Channel slope can be expressed as an angle, percentage, or fraction. At a slope of 1:500, the flow depth value increases as the water flow flows through the vegetated area. From the graph below, it can be seen that the roughness value increases as the flow depth increases.

It was also found that the value of n increases with increasing flow depth. These results agree with the statement of Jarvel (2002) that the value of the roughness coefficient depends on the flow depth, where the Manning roughness coefficient increases while the frictional velocity decreases. The expected result will be able to determine the effect of vegetation on stream characteristics and may establish a relationship between Manning's vegetative roughness and stream depth.

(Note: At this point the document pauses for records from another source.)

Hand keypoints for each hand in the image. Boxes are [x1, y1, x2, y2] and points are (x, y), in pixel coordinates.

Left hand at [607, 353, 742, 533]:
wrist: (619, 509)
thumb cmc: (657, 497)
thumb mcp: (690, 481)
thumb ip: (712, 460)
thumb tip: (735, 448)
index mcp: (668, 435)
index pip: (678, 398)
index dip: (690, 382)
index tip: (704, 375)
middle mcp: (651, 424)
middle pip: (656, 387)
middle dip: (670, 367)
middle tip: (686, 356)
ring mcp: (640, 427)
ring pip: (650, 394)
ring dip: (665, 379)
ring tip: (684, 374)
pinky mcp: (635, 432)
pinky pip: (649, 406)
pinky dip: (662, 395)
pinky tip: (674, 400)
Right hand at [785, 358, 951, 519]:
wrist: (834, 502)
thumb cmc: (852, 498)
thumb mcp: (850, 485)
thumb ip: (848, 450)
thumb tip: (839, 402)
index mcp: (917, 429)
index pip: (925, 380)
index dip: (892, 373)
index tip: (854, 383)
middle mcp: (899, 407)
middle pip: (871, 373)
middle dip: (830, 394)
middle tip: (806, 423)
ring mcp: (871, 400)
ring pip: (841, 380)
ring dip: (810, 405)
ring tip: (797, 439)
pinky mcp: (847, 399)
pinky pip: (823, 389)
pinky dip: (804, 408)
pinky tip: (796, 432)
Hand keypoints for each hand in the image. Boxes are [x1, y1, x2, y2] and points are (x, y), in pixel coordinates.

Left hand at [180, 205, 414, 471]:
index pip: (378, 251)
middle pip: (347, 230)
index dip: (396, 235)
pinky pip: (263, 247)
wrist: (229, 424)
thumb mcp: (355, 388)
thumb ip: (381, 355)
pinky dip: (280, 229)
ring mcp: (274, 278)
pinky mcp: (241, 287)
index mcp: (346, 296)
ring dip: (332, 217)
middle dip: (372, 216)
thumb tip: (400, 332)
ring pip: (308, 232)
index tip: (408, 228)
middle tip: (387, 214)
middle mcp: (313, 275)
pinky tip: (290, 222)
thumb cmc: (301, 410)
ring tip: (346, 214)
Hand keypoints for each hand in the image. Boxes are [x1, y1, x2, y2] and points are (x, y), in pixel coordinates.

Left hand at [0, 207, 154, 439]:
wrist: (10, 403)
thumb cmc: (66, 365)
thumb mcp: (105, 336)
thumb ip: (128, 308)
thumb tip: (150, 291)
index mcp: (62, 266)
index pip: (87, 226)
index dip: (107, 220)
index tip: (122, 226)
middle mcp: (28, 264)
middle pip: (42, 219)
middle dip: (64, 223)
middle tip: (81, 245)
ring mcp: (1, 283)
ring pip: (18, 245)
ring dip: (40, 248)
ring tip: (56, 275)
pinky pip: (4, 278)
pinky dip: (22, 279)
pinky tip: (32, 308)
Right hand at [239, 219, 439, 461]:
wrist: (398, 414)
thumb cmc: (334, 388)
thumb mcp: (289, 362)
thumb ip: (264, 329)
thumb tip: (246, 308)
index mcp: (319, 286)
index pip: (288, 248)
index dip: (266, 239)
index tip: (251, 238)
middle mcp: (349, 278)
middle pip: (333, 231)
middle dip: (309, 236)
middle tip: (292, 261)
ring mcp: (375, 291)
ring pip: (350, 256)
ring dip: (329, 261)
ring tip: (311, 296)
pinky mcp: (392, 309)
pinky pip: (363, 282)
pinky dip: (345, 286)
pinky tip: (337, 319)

It is expected that the determination of the velocity distribution at the end of this research will serve as an indicator for sediment deposition based on the degree of vegetation roughness. For the vegetated zone, the author decided to save 1 m length out of 10 m length of the flood. However, the results still show a positive value where it fully follows the concept of previous studies where the value of Manning's roughness should be higher where there is a varying roughness and alignment.

Figure 18 shows the flow transition in vegetated zone where there is a different between the vegetated and non-vegetated zone in flow regimes

CONCLUSION AND RECOMMENDATION

The presence of vegetation in streams has numerous impacts by at least changing the magnitude and direction of the flow, which will affect the shape of the velocity profile, turbulence structures and sediment transport in an open channel flow. As the velocity of the channel increases, the aquatic vegetation slows down the flow at the bottom of the channel. Therefore, aquatic vegetation protects the bottom of the channel and reduces erosion. 2003), "Performance of A Sustainable Urban Drainage System in Malaysia", thesis of PhD from Universiti Sains Malaysia, Nibong Tebal, Seberang Prai Selatan.

Flow through Rigid Vegetation Hydrodynamics”, Master of Science Thesis, Virginia Polytechnic Institute and State University. Laboratory Experiments and Numerical Modeling of Wave Attenuation by Artificial Vegetation”, MSc, Ocean Engineering, Texas A&M University. 2009), “Laboratory Modeling of Open-Channel Flow Beyond Emerging Vegetation”, University of Manchester Master's Thesis.